*TASK ITEM*:
Write out the whole listing exactly; no images belong in it.
::: AVAILABLE DATA
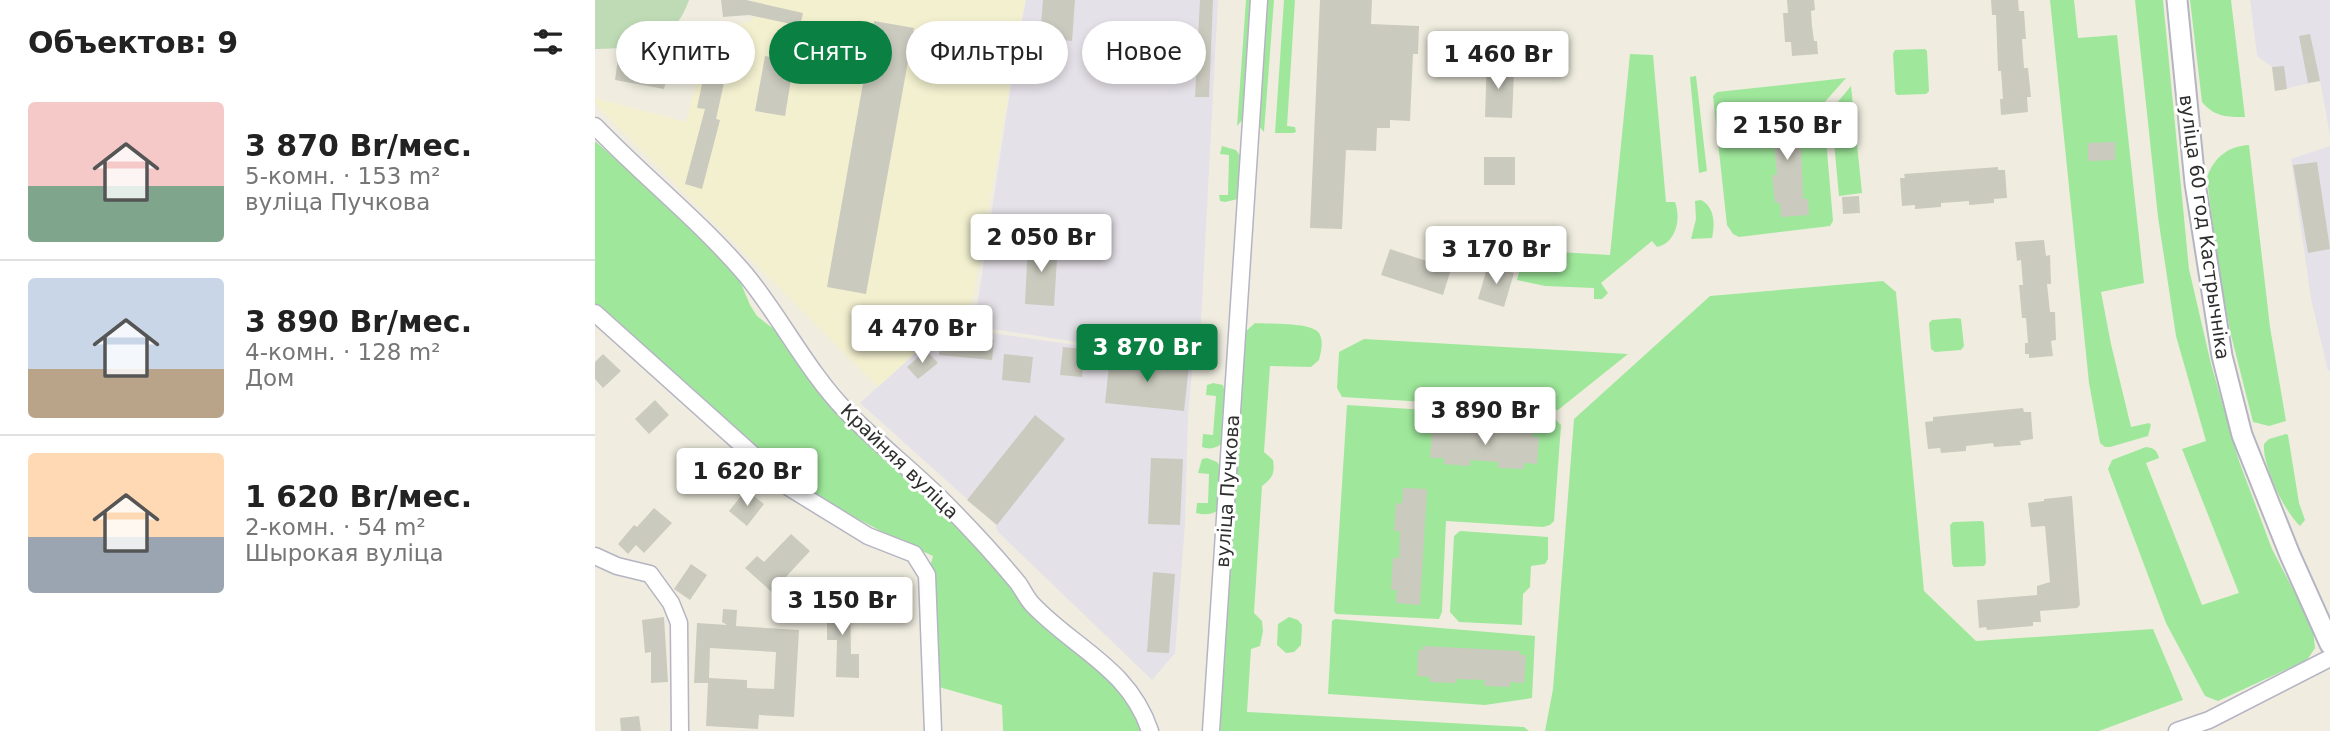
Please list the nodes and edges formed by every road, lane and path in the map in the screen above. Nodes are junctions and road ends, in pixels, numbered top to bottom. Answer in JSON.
{"nodes":[{"id":1,"x":1259,"y":0,"type":"edge"},
{"id":2,"x":2177,"y":0,"type":"edge"},
{"id":3,"x":595,"y":126,"type":"edge"},
{"id":4,"x":595,"y":313,"type":"edge"},
{"id":5,"x":595,"y":556,"type":"edge"},
{"id":6,"x":2330,"y":644,"type":"edge"},
{"id":7,"x":2330,"y":658,"type":"edge"},
{"id":8,"x":2212,"y":726,"type":"edge"},
{"id":9,"x":680,"y":731,"type":"edge"},
{"id":10,"x":933,"y":731,"type":"edge"},
{"id":11,"x":1150,"y":731,"type":"edge"},
{"id":12,"x":1211,"y":731,"type":"edge"},
{"id":13,"x":2178,"y":731,"type":"edge"}],
"edges":[{"from":1,"to":12,"type":"street","name":"вуліца Пучкова"},
{"from":2,"to":6,"type":"street","name":"вуліца 60 год Кастрычніка"},
{"from":3,"to":11,"type":"street","name":"Крайняя вуліца"},
{"from":4,"to":10,"type":"street"},
{"from":5,"to":9,"type":"street"},
{"from":7,"to":8,"type":"street"},
{"from":8,"to":13,"type":"street"}]}
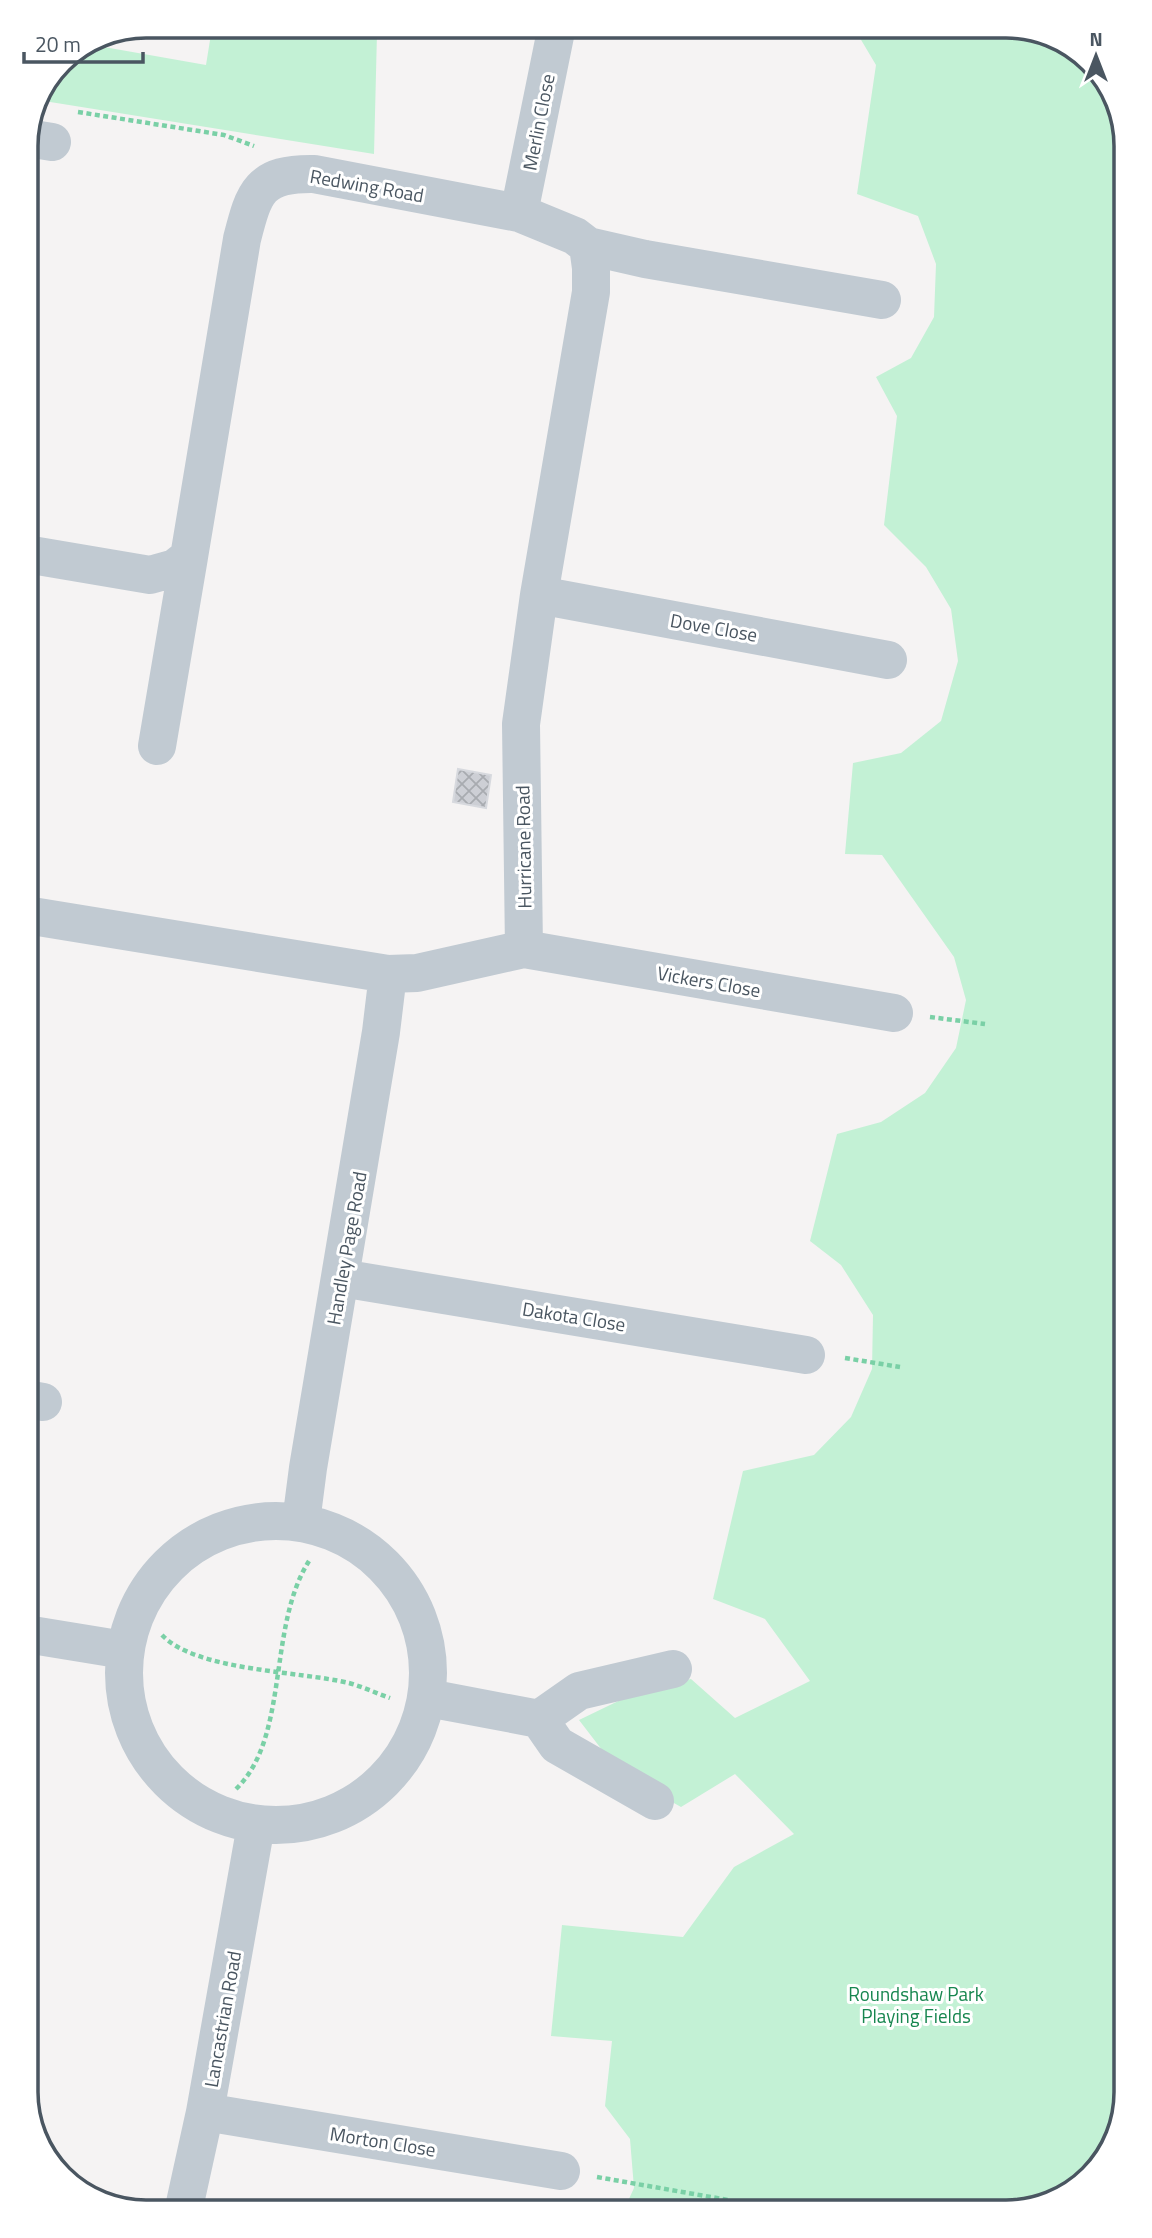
::::::
*WRITTEN ANSWER*:
Please list the nodes and edges formed by every road, lane and path in the map in the screen above. Nodes are junctions and road ends, in pixels, numbered top to bottom. Answer in JSON.
{"nodes":[{"id":1,"x":1259,"y":0,"type":"edge"},
{"id":2,"x":2177,"y":0,"type":"edge"},
{"id":3,"x":595,"y":126,"type":"edge"},
{"id":4,"x":595,"y":313,"type":"edge"},
{"id":5,"x":595,"y":556,"type":"edge"},
{"id":6,"x":2330,"y":644,"type":"edge"},
{"id":7,"x":2330,"y":658,"type":"edge"},
{"id":8,"x":2212,"y":726,"type":"edge"},
{"id":9,"x":680,"y":731,"type":"edge"},
{"id":10,"x":933,"y":731,"type":"edge"},
{"id":11,"x":1150,"y":731,"type":"edge"},
{"id":12,"x":1211,"y":731,"type":"edge"},
{"id":13,"x":2178,"y":731,"type":"edge"}],
"edges":[{"from":1,"to":12,"type":"street","name":"вуліца Пучкова"},
{"from":2,"to":6,"type":"street","name":"вуліца 60 год Кастрычніка"},
{"from":3,"to":11,"type":"street","name":"Крайняя вуліца"},
{"from":4,"to":10,"type":"street"},
{"from":5,"to":9,"type":"street"},
{"from":7,"to":8,"type":"street"},
{"from":8,"to":13,"type":"street"}]}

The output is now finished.